We both really liked Merida. It had a relaxed feel to it, with a central main square which was busy in the evening with families, music and a few locals selling colourful items of clothing.
From Merida we made the trip to Uxmal, another Mayan City. This was amazing. Although we had enjoyed Chichen Itza, Uxmal was even better (in our opinion that is). We had a great guide, who was informative and funny, and there were much less people there.
In fact, at some points our group was the only one around. The site seemed to contain more buildings with more detailed decoration and in some ways more authentic. Plus, there were loads of good sized iguanas floating around which on occasion were in danger of stealing the show.
After Uxmal we visited a couple of Cenotes. These are effectively water filled sink holes caused by a huge meteorite which hit the area 66 million years ago, the same one which some think wiped out the dinosaurs.
There are hundreds of cenotes in the Yucatan peninsula and fall into three main types. Ones which are completely underground, i.e in a cave, ones which are completely open and ones which have a small open air access leading to a large cave. We visited an open air one and one where we had to walk down into a cave. Both were fantastic but the cave was really special. Swimming around in crystal clear water among stalactites with the sun illuminating the area from a hole above was a first for us.
We now had a long nine hour drive South to our next stop to the jungle city of Palenque. By now the group was starting to bond and everyone was well travelled so it was great to swap stories with other people and get some ideas for the future. Although our life is pretty much based around travel, we never get tired of talking to people about it and listening to others who are very like minded.
Palenque was another stop for us to visit another Mayan site. This was different again to the previous two, primarily because of its location deep in the jungle. The weather was damp and wet (still nice and warm though) and the site had a real atmospheric feel to it. It wasn’t hard to imagine a scene from an Indiana Jones movie going on.

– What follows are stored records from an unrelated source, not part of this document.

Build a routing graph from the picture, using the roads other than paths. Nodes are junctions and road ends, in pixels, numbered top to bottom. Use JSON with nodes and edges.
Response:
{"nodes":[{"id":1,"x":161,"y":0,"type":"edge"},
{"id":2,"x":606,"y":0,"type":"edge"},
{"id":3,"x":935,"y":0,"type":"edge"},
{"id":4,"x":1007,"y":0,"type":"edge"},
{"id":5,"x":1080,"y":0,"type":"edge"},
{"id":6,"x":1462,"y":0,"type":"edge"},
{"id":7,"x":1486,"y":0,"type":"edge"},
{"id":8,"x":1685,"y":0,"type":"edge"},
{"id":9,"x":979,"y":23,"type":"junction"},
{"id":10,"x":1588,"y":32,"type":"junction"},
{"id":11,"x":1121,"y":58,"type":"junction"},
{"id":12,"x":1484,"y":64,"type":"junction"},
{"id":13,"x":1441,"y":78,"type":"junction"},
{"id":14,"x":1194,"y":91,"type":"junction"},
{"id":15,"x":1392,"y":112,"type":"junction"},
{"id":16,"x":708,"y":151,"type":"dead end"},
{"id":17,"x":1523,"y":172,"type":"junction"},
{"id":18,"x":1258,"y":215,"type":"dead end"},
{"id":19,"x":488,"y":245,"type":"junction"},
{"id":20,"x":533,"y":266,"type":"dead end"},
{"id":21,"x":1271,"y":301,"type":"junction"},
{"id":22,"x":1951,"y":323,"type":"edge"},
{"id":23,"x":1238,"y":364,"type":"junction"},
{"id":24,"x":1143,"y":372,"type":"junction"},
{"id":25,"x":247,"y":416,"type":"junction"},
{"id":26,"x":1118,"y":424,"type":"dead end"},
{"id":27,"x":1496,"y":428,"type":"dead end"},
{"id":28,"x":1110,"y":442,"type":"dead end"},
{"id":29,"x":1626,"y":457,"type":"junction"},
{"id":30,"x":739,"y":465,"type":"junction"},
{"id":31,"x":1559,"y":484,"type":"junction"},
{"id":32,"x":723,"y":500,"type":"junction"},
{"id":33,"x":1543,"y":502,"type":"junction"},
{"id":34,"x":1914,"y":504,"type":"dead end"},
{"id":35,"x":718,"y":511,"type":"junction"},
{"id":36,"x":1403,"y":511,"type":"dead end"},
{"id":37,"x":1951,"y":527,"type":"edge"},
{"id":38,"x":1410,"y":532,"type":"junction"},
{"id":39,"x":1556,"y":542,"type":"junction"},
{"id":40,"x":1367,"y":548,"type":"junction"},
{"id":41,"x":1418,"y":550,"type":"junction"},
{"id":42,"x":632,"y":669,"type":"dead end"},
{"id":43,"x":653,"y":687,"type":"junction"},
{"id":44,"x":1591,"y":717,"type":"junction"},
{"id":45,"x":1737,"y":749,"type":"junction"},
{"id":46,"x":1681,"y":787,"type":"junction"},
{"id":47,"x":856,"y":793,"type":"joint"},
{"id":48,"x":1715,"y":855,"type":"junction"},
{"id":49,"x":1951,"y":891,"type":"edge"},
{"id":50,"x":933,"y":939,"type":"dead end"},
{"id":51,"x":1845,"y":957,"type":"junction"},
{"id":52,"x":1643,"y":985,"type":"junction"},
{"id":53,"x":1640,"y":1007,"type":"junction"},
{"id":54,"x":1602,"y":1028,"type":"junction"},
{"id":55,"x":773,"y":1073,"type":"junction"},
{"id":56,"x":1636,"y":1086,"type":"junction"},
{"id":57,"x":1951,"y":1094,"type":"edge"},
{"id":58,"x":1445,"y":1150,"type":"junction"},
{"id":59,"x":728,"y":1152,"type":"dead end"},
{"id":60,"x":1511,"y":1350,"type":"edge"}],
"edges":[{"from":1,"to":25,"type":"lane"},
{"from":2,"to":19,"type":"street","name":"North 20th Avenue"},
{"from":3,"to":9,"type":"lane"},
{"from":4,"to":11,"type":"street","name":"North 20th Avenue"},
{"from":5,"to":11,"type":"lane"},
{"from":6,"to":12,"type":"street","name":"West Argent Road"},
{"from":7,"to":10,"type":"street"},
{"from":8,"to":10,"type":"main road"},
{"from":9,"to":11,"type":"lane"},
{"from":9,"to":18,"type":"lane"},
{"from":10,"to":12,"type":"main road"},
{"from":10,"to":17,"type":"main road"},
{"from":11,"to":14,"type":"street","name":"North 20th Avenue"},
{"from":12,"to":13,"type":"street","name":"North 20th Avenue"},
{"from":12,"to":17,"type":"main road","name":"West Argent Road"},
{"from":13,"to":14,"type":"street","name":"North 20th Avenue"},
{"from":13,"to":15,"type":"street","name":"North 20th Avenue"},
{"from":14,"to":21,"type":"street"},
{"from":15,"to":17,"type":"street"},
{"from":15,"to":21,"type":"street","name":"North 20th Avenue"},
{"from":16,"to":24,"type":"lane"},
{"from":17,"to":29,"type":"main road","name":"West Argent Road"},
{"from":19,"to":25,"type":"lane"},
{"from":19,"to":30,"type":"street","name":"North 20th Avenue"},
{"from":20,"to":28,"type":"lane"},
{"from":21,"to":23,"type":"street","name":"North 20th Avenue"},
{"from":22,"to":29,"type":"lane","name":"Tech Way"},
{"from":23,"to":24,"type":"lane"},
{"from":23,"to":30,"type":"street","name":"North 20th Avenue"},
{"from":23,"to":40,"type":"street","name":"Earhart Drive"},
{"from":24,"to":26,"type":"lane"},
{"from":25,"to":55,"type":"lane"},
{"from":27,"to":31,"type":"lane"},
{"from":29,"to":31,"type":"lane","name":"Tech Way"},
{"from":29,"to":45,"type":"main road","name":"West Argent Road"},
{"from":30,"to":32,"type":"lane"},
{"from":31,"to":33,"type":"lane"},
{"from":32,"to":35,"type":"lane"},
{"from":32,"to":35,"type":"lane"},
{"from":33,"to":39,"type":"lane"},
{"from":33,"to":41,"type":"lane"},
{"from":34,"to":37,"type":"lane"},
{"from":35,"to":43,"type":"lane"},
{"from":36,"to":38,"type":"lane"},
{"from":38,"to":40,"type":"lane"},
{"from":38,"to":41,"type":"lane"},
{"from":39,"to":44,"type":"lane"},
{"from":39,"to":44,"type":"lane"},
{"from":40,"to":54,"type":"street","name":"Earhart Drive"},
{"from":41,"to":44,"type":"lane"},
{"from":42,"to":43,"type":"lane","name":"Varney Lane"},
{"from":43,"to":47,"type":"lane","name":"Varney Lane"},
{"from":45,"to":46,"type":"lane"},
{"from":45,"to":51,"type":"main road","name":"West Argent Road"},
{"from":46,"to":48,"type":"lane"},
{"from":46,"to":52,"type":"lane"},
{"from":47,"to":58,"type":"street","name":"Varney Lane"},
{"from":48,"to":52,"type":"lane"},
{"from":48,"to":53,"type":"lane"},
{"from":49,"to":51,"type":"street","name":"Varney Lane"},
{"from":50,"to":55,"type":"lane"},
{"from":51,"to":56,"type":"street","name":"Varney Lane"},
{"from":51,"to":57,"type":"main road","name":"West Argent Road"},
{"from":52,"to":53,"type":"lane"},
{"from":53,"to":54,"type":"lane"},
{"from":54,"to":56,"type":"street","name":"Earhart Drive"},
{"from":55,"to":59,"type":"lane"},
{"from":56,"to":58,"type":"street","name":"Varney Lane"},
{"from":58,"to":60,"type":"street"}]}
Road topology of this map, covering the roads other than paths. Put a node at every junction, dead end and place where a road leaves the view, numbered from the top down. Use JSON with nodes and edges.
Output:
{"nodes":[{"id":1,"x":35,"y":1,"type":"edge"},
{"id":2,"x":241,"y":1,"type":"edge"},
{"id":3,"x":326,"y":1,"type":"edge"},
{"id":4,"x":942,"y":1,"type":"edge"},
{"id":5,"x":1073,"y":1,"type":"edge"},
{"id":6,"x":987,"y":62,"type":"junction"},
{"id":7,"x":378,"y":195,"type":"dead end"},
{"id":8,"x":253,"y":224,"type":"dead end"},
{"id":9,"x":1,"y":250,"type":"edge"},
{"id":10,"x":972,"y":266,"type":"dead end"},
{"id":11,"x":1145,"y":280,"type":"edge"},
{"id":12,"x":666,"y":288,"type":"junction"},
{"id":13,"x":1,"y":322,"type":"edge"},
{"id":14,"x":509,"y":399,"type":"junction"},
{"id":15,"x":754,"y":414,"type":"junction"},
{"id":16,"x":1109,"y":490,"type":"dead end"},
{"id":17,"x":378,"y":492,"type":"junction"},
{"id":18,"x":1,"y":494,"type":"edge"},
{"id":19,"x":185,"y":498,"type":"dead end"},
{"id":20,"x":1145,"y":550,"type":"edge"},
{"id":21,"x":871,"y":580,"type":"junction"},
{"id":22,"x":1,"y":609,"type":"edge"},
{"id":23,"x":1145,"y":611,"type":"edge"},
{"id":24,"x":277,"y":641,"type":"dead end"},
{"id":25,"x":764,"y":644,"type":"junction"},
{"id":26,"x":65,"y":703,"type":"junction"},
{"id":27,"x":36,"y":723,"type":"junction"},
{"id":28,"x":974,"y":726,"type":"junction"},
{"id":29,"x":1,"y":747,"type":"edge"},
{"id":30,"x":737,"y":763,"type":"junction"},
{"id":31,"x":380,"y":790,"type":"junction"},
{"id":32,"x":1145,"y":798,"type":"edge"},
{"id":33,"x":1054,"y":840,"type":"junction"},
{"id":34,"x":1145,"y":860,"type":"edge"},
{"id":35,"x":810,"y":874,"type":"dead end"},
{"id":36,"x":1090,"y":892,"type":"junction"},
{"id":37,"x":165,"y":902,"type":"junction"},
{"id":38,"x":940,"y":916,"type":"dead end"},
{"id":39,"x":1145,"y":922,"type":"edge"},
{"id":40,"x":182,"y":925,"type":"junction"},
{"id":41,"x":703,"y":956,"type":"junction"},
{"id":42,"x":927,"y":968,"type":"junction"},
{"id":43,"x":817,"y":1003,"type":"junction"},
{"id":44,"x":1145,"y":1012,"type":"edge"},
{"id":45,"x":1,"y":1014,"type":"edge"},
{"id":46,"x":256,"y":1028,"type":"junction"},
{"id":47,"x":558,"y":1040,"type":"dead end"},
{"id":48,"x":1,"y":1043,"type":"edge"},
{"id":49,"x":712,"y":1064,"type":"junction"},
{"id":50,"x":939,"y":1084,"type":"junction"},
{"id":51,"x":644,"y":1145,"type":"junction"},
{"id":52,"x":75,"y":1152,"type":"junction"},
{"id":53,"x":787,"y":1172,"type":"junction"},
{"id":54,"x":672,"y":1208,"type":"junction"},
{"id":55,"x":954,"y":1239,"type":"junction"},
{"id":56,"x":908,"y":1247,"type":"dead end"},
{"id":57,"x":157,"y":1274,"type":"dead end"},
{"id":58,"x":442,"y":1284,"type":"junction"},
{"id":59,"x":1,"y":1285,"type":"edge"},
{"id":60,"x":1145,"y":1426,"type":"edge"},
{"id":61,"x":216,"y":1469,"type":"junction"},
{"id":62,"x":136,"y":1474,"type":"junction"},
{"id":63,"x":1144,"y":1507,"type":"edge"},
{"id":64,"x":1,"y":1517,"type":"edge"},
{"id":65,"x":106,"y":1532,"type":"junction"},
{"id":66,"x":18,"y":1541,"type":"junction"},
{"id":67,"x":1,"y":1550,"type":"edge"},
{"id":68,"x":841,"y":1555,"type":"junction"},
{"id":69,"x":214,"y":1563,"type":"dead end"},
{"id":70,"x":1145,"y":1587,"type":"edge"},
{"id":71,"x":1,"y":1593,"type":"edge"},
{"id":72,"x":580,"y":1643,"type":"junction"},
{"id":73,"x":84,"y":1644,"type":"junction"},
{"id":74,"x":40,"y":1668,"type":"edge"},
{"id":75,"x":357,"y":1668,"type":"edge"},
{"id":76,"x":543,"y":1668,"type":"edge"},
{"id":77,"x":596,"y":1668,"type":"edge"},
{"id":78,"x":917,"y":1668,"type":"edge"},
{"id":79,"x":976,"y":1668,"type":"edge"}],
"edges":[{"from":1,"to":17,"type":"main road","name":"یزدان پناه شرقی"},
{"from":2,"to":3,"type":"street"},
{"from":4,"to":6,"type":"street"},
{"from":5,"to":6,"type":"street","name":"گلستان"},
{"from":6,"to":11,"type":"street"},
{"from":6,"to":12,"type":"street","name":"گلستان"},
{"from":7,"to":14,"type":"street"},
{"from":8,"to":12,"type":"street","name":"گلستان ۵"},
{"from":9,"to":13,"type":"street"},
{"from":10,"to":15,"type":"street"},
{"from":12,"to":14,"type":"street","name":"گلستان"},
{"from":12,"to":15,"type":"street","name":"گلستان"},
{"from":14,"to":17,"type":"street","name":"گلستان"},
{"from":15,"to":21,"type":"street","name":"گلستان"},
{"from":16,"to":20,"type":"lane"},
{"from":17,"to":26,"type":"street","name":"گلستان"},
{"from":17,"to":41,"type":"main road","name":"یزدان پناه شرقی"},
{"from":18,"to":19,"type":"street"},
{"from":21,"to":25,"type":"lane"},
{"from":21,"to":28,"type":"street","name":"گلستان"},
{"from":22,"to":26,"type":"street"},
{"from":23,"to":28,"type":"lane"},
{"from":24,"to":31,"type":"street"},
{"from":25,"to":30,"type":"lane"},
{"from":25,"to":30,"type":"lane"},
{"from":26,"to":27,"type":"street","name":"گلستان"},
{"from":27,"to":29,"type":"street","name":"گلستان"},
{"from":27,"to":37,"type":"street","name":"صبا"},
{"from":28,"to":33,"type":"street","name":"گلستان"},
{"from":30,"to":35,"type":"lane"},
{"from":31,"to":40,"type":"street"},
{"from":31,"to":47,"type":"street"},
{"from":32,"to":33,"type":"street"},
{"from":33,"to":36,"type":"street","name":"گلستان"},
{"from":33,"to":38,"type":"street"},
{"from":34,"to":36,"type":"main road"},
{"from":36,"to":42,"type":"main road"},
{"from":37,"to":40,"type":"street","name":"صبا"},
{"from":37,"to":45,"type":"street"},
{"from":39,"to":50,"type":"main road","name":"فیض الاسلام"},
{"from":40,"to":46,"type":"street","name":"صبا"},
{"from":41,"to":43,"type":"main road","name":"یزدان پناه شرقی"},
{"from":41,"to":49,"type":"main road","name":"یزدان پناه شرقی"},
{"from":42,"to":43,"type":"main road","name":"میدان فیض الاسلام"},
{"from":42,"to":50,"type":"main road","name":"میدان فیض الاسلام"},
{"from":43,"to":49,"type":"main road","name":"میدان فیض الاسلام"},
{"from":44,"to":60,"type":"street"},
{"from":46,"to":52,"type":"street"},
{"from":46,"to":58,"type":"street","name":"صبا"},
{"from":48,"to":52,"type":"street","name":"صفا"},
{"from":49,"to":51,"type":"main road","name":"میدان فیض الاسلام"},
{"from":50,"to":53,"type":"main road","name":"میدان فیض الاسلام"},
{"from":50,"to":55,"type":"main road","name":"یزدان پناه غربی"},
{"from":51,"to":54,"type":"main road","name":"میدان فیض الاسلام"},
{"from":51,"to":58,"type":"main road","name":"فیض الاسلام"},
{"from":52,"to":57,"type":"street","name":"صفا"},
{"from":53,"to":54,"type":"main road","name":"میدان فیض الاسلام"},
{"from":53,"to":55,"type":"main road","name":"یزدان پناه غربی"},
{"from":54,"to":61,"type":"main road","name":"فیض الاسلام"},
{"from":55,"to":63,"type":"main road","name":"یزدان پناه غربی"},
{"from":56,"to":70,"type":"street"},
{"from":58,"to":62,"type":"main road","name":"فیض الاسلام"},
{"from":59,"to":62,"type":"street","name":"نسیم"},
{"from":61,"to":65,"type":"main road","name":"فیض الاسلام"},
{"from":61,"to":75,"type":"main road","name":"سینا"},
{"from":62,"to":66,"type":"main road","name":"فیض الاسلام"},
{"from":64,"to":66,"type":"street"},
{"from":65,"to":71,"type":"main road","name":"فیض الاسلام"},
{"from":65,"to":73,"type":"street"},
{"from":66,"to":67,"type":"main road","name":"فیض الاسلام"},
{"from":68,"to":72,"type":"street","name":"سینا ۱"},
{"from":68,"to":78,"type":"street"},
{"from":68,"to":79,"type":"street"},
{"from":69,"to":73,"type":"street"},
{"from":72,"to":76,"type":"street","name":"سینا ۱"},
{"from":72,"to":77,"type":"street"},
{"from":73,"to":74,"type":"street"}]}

Whilst in Palenque a few of us took the opportunity to visit Roberto Barrios waterfalls. Steve had seen this during his research for Mexico and had really fancied going. What he didn’t realise was when we got there we would have the opportunity to jump, swim and walk down a series of four waterfalls. Steve and four others jumped, literally, at the opportunity while the rest if the group followed a path alongside the river.
Steve had a great time. The guide spoke no English so we had to use body language to follow the instructions and it was a bit if a leap of faith into the unknown when he indicated for us to jump! We swam and walked through the water between the drops. We crawled into caves behind the falls and on one occasion we had to swim under the water into a small cave. It was quite exhilarating and when Steve and two Swiss girls, Aurora and Amanda, emerged into the cave they just burst out in uncontrollable laughter at what they were doing!
We made our way to the last jump and found some yellow tape blocking our way? The guide lifted it up, we went under, made the last jump into quite a reasonably strong current and swam to shore to join the others from the group. It was at this point that Sarah pointed out the Police on the other bank. “Our guide just told us someone died here two days ago and they are still investigating!”, she said. “Good job we had a guide who was able to give us thorough, clear instructions”, he replied!
Unfortunately the only photos we have are on Amanda’s ‘Go Pro’ so I will post them when she has sorted them out and passed them on.
It had been a fantastic day and we were really starting to enjoy this trip….. a lot. We were seeing some pretty impressive sights, meeting some interesting people and having a great laugh along the way.
We are now due to leave Mexico and head into Guatemala, a new country for us, and hopefully a great time lies ahead.
“I’m so glad you had a good guide for the waterfall jumping Steve, I was a bit worried”.